[[ Material for this exercise open ]]

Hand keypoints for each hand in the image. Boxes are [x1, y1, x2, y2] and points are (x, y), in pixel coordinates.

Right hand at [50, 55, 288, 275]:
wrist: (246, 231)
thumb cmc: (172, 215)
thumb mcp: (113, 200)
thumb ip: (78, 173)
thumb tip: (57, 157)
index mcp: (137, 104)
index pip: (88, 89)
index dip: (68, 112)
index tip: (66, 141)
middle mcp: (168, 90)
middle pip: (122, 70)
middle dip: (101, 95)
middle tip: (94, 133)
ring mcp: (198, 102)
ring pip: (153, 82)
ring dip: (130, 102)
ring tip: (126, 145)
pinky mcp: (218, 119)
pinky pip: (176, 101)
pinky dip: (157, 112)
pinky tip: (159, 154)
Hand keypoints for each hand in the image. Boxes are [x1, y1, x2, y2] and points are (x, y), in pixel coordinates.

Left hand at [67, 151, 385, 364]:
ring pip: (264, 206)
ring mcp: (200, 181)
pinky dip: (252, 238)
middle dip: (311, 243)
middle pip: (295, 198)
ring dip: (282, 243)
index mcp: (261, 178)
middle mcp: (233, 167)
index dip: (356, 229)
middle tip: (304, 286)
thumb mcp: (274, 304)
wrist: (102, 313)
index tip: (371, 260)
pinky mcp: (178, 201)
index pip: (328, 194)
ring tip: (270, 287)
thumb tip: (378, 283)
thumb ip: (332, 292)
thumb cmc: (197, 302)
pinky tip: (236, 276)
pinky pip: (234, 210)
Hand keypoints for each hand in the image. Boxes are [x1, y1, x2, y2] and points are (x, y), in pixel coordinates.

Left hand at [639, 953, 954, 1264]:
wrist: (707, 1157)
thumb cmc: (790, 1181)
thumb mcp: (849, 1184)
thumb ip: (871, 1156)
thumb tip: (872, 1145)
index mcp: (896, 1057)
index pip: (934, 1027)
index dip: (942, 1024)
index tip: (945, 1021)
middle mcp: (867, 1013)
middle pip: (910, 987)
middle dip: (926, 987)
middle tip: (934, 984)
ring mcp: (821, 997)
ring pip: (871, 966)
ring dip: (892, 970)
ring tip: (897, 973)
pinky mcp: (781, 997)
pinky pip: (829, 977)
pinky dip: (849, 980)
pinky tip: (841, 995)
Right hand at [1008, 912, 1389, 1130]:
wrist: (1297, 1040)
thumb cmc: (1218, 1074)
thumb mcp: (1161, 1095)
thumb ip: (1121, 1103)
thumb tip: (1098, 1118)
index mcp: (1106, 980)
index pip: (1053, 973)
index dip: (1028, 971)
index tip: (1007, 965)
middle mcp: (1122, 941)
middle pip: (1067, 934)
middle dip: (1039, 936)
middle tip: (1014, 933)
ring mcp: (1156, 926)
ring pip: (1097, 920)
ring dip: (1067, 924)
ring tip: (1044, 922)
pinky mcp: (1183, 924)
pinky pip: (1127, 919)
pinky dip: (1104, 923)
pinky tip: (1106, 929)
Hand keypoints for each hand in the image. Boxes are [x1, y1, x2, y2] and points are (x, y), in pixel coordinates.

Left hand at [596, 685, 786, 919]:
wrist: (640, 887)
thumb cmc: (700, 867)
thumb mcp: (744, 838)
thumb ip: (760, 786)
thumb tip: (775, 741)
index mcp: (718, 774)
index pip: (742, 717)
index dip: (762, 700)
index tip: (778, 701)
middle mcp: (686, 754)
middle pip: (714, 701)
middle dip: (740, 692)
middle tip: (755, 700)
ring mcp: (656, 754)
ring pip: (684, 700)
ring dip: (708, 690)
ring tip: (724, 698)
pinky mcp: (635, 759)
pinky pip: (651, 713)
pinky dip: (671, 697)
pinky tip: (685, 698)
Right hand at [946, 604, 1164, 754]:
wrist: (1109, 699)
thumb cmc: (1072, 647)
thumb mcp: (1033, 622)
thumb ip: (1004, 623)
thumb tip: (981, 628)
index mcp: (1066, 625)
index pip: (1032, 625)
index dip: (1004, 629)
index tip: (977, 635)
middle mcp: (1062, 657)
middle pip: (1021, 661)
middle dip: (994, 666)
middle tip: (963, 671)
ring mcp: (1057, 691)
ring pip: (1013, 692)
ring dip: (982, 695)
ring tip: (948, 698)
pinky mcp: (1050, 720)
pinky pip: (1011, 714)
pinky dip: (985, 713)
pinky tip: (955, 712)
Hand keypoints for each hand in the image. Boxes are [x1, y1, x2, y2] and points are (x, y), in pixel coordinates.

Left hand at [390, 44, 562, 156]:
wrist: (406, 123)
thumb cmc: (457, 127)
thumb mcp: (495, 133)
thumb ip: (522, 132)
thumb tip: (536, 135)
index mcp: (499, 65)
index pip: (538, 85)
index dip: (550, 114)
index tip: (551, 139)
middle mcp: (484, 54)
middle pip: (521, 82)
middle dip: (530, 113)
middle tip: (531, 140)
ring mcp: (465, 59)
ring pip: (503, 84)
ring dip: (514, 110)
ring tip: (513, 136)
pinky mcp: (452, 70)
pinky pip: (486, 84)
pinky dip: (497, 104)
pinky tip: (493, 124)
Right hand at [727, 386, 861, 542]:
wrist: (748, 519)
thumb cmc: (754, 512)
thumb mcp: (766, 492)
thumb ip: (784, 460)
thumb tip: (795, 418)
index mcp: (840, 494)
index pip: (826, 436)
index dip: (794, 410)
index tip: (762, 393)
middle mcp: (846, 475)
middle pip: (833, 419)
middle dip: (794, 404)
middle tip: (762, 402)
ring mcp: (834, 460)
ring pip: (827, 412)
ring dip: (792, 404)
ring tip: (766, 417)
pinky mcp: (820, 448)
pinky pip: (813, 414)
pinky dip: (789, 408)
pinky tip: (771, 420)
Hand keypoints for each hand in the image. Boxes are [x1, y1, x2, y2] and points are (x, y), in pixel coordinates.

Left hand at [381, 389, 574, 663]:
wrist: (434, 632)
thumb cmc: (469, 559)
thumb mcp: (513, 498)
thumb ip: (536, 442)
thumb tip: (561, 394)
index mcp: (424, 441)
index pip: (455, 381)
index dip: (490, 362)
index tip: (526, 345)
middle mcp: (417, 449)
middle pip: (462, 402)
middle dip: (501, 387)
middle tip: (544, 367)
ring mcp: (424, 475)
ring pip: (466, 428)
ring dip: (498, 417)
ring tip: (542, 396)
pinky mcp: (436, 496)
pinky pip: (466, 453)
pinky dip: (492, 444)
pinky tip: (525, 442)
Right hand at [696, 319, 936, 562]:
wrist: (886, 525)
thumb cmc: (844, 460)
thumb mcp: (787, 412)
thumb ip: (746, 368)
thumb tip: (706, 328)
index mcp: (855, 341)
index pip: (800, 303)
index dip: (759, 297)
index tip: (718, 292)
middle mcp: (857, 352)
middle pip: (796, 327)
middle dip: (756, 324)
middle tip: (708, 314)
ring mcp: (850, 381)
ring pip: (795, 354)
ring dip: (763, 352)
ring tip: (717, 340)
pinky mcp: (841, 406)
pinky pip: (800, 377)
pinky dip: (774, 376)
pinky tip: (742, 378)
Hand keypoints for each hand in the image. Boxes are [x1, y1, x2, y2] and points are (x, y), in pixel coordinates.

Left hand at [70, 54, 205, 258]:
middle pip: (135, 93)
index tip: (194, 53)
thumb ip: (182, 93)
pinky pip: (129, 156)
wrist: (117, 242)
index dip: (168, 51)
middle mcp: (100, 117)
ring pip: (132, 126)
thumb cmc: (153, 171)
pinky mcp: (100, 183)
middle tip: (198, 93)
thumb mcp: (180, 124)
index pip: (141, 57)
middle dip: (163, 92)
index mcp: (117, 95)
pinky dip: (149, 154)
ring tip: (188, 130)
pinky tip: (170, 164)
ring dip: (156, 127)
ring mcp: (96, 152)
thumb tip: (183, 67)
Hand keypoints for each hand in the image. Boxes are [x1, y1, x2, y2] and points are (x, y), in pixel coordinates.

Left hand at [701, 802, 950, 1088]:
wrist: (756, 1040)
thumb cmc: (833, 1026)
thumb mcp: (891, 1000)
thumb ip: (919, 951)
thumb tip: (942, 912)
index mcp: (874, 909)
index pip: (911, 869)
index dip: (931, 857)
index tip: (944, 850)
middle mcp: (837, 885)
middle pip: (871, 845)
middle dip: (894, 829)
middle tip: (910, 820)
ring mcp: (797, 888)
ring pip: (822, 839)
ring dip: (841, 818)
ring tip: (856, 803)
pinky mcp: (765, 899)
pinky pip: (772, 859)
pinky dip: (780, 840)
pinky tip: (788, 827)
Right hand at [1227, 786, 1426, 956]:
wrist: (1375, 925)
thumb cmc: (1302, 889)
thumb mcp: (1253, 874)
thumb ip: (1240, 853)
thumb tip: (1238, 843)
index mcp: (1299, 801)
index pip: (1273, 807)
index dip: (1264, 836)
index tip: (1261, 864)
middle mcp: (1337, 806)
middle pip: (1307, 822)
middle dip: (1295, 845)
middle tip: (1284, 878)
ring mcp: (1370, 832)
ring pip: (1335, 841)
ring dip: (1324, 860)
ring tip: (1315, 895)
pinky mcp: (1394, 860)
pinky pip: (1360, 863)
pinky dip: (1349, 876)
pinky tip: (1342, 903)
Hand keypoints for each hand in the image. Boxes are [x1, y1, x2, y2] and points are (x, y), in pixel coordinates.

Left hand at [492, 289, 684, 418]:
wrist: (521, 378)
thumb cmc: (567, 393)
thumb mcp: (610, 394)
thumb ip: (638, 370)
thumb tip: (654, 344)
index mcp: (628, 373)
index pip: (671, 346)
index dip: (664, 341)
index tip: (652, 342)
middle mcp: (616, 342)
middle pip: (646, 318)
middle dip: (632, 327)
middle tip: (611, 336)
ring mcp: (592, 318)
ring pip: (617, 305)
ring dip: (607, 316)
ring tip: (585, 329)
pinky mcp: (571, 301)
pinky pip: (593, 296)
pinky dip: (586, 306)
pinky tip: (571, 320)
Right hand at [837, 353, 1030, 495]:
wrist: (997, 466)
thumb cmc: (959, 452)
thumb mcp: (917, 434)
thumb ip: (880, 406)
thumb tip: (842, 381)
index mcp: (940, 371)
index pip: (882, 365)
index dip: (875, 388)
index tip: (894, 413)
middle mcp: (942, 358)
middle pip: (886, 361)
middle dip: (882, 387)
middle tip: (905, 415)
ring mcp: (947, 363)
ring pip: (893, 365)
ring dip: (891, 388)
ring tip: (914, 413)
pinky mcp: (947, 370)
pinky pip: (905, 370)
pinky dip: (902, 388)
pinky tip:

[[ Material for this exercise closed ]]

Within the records, count the lines that include the word "Right". Answer with the number only.

Answer space: 7